::: Provided data

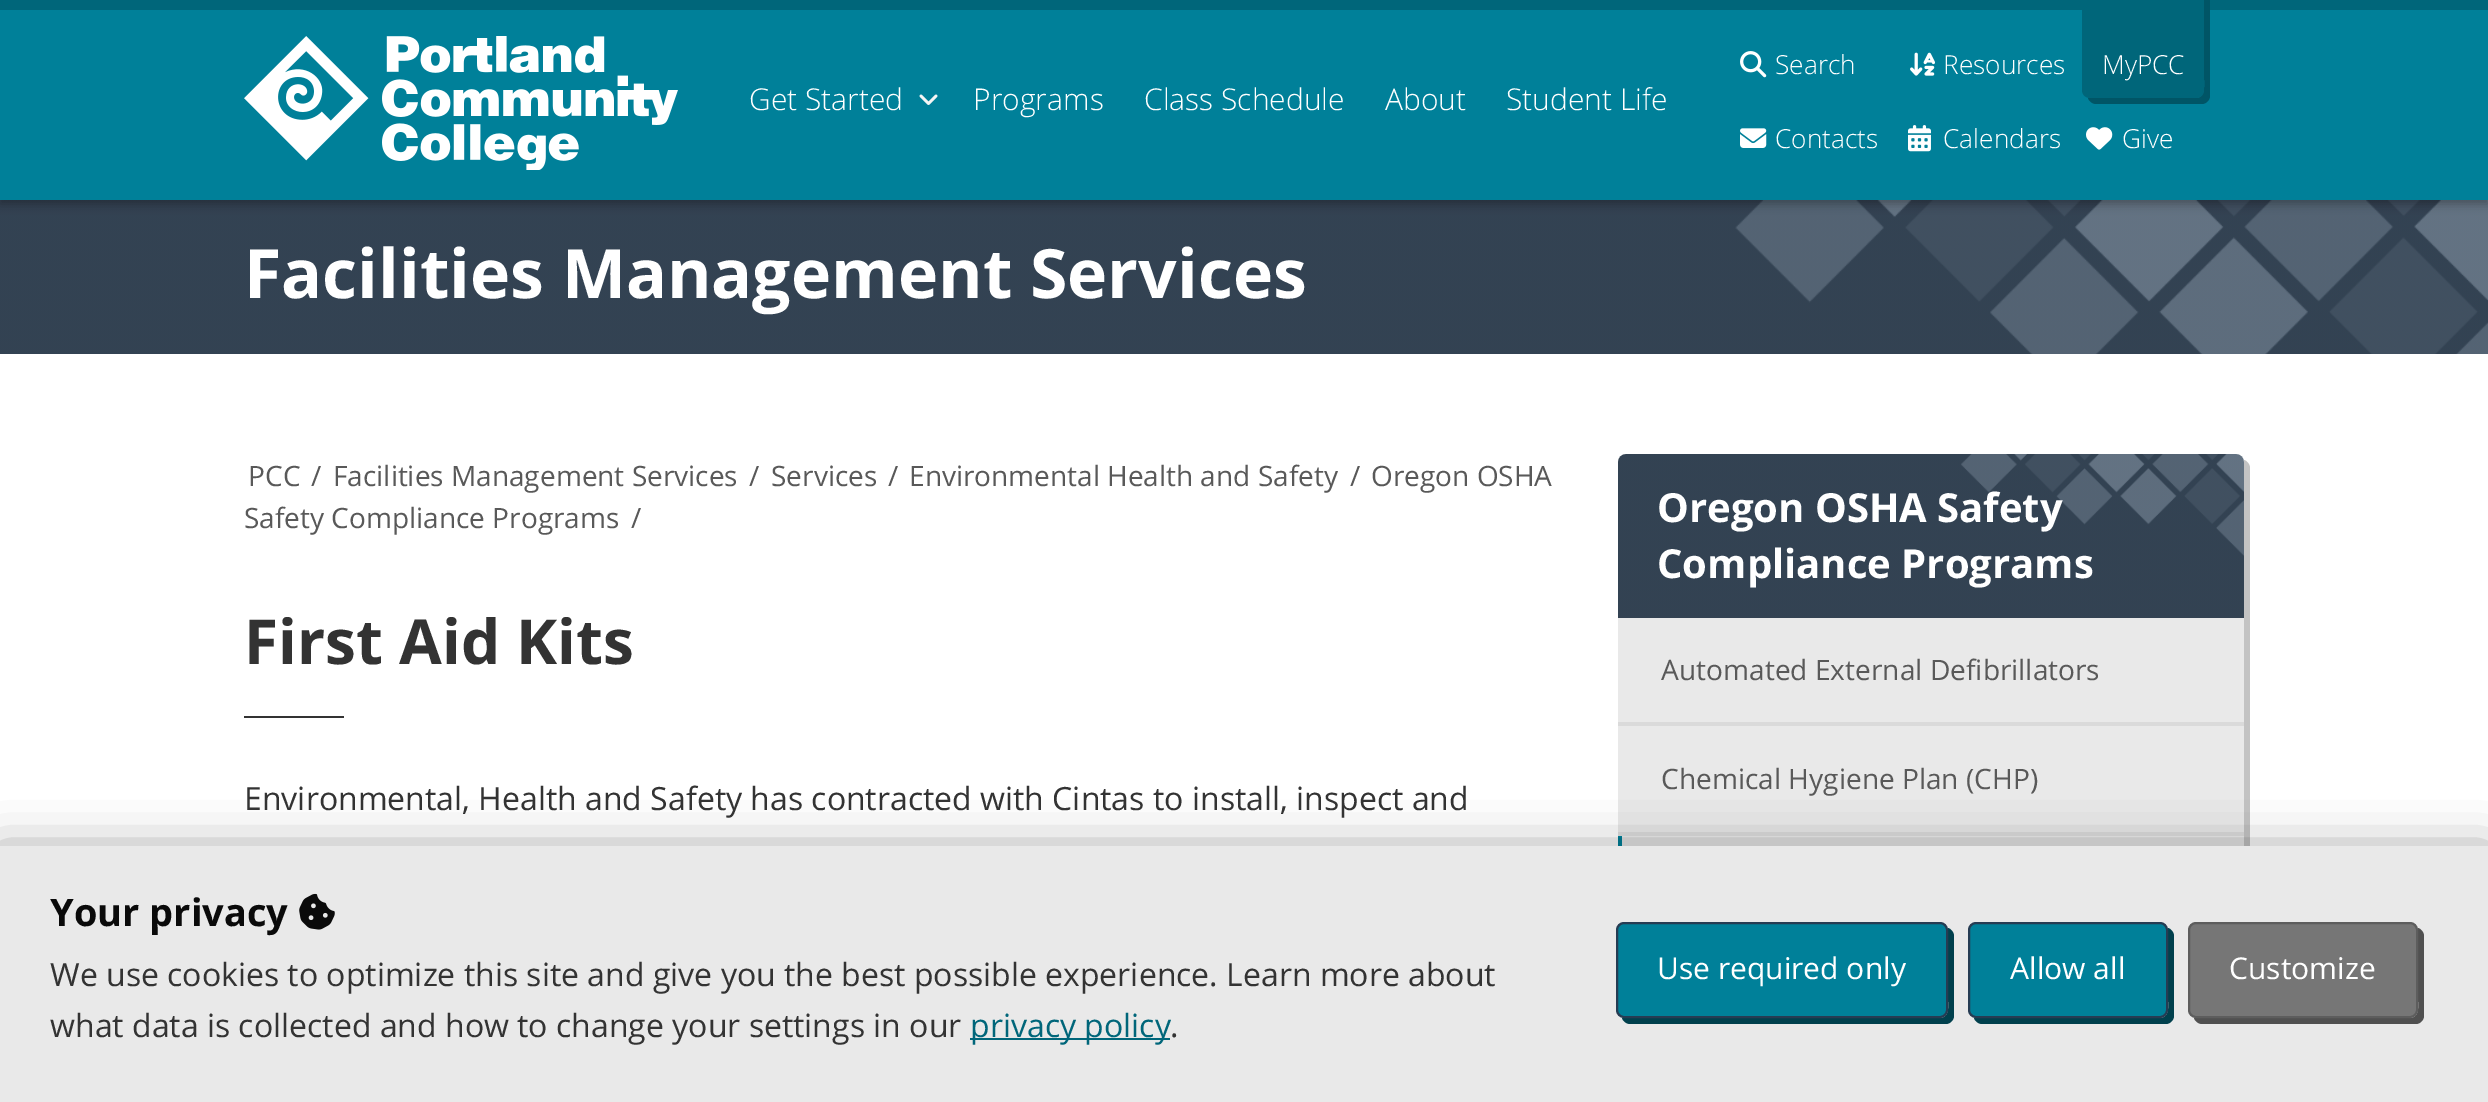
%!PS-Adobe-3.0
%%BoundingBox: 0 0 2488 1102
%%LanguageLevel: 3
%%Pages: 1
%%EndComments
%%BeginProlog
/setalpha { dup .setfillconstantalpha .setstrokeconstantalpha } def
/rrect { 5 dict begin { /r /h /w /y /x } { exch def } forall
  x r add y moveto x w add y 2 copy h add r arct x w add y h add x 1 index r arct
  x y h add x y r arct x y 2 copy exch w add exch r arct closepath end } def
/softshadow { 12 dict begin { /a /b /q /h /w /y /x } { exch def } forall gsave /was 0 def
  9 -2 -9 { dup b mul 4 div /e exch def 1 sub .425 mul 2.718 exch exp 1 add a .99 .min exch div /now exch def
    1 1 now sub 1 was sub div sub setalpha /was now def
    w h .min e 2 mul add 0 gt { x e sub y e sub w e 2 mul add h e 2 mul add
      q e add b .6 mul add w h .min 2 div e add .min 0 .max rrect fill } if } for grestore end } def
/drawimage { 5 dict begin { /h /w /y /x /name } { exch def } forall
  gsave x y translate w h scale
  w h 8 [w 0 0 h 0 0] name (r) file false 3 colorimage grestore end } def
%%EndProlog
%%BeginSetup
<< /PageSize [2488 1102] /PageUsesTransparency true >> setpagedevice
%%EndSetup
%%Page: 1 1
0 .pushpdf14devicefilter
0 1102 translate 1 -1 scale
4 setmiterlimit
1 setgray
0 0 2488 1102 rectfill
(images/8.raw) 0 200 2488 154 drawimage
0 setgray
0 4 2488 200 0 5 0.3 softshadow
0 0.502 0.6 setrgbcolor
0 10 2488 190 rectfill
0 0.4 0.478 setrgbcolor
0 0 2488 10 rectfill
(images/1.raw) 244 36 434 134 drawimage
(images/2.raw) 919 94 19 11 drawimage
(images/3.raw) 1740 51 27 27 drawimage
(images/4.raw) 1910 52 25 24 drawimage
0 0.333 0.4 setrgbcolor
newpath 2088 98 moveto 2089 101 2092 104 2096 104 curveto 2202 104 lineto 2206 104 2210 100 2210 96 curveto 2210 0 lineto 2204 0 lineto 2204 75 lineto 2204 81 2207 98 2196 98 curveto closepath fill
0 0.4 0.478 setrgbcolor
newpath 2082 -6 moveto 2204 -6 lineto 2204 90 lineto 2204 94.5 2200.5 98 2196 98 curveto 2090 98 lineto 2085.5 98 2082 94.5 2082 90 curveto closepath fill
(images/5.raw) 1740 128 27 20 drawimage
(images/6.raw) 1908 125 23 27 drawimage
(images/7.raw) 2086 127 27 23 drawimage
0.2 setgray
244 716 100 2 rectfill
0.765 setgray
newpath 1624 618 moveto 1624 624 lineto 2250 624 lineto 2250 468 lineto 2250 464 2247 461 2244 460 curveto 2244 618 lineto closepath fill
(images/9.raw) 1618 454 626 164 drawimage
newpath 1624 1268 moveto 1625 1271 1628 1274 1632 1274 curveto 2242 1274 lineto 2246 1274 2250 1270 2250 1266 curveto 2250 624 lineto 2244 624 lineto 2244 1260 lineto 2244 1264 2240 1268 2236 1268 curveto closepath fill
0.914 setgray
1618 618 626 104 rectfill
0.855 setgray
1618 722 626 4 rectfill
0.914 setgray
1618 726 626 106 rectfill
0.855 setgray
1618 832 626 4 rectfill
0.914 setgray
1622 836 622 10 rectfill
0 0.502 0.6 setrgbcolor
1618 836 4 10 rectfill
0 setgray
0 856 2488 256 0 25 0.5 softshadow
0.914 setgray
0 846 2488 256 rectfill
(images/10.raw) 299 893 36 37 drawimage
0 0.4 0.478 setrgbcolor
970 1038 200 2 rectfill
0 0.251 0.302 setrgbcolor
newpath 1622 1018 moveto 1623 1021 1626 1024 1630 1024 curveto 1946 1024 lineto 1950 1024 1954 1020 1954 1016 curveto 1954 936 lineto 1954 932 1951 929 1948 928 curveto 1948 997 lineto 1948 1003 1951 1018 1940 1018 curveto closepath fill
0 0.502 0.6 setrgbcolor
1617 923 330 94 7 rrect gsave fill grestore
0.149 0.235 0.325 setrgbcolor
2 setlinewidth
stroke
0 0.251 0.302 setrgbcolor
newpath 1974 1018 moveto 1975 1021 1978 1024 1982 1024 curveto 2166 1024 lineto 2170 1024 2174 1020 2174 1016 curveto 2174 936 lineto 2174 932 2171 929 2168 928 curveto 2168 997 lineto 2168 1003 2171 1018 2160 1018 curveto closepath fill
0 0.502 0.6 setrgbcolor
1969 923 198 94 7 rrect gsave fill grestore
0.149 0.235 0.325 setrgbcolor
stroke
0.314 setgray
newpath 2194 1018 moveto 2195 1021 2198 1024 2202 1024 curveto 2416 1024 lineto 2420 1024 2424 1020 2424 1016 curveto 2424 936 lineto 2424 932 2421 929 2418 928 curveto 2418 997 lineto 2418 1003 2421 1018 2410 1018 curveto closepath fill
0.463 setgray
2189 923 228 94 7 rrect gsave fill grestore
0.365 setgray
stroke
/OpenSans-Light [30 0 0 -30 0 0] selectfont
1 setgray
749 110 moveto (Get Started) show
973 110 moveto (Programs) show
1144 110 moveto (Class Schedule) show
1385 110 moveto (About) show
1506 110 moveto (Student Life) show
/OpenSans-Light [26.25 0 0 -26.25 0 0] selectfont
1775 74 moveto (Search) show
1943 74 moveto (Resources) show
2102 74 moveto (MyPCC) show
1775 148 moveto (Contacts) show
1943 148 moveto (Calendars) show
2122 148 moveto (Give) show
/OpenSans-Bold [68 0 0 -68 0 0] selectfont
244 298 moveto (Facilities Management Services) show
/OpenSans-Regular [28 0 0 -28 0 0] selectfont
0.349 setgray
248 486 moveto (PCC) show
311 486 moveto (/) show
333 486 moveto (Facilities Management Services) show
749 486 moveto (/) show
771 486 moveto (Services) show
888 486 moveto (/) show
909 486 moveto (Environmental Health and Safety) show
1350 486 moveto (/) show
1371 486 moveto (Oregon OSHA) show
244 528 moveto (Safety Compliance Programs) show
631 528 moveto (/) show
/OpenSans-Bold [62 0 0 -62 0 0] selectfont
0.2 setgray
244 664 moveto (First Aid Kits) show
/OpenSans-Regular [32 0 0 -32 0 0] selectfont
244 810 moveto (Environmental, Health and Safety has contracted with Cintas to install, inspect and) show
/OpenSans-Bold [40 0 0 -40 0 0] selectfont
1 setgray
1657 522 moveto (Oregon OSHA Safety) show
1657 578 moveto (Compliance Programs) show
/OpenSans-Regular [28.1 0 0 -28.1 0 0] selectfont
0.349 setgray
1661 680 moveto (Automated External Defibrillators) show
1661 789 moveto (Chemical Hygiene Plan \(CHP\)) show
/OpenSans-Bold [38 0 0 -38 0 0] selectfont
0.039 setgray
50 926 moveto (Your privacy) show
/OpenSans-Regular [32 0 0 -32 0 0] selectfont
0.2 setgray
50 986 moveto (We use cookies to optimize this site and give you the best possible experience. Learn more about) show
50 1037 moveto (what data is collected and how to change your settings in our) show
0 0.4 0.478 setrgbcolor
970 1037 moveto (privacy policy) show
0.2 setgray
1170 1037 moveto (.) show
/OpenSans-Regular [30 0 0 -30 0 0] selectfont
1 setgray
1657 979 moveto (Use required only) show
2010 979 moveto (Allow all) show
2229 979 moveto (Customize) show
.poppdf14devicefilter showpage
%%EOF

::::::

■ **Exercise description**: Using the entries above, return each line that includes the word "forall".

■ **Response area**:
/rrect { 5 dict begin { /r /h /w /y /x } { exch def } forall
/softshadow { 12 dict begin { /a /b /q /h /w /y /x } { exch def } forall gsave /was 0 def
/drawimage { 5 dict begin { /h /w /y /x /name } { exch def } forall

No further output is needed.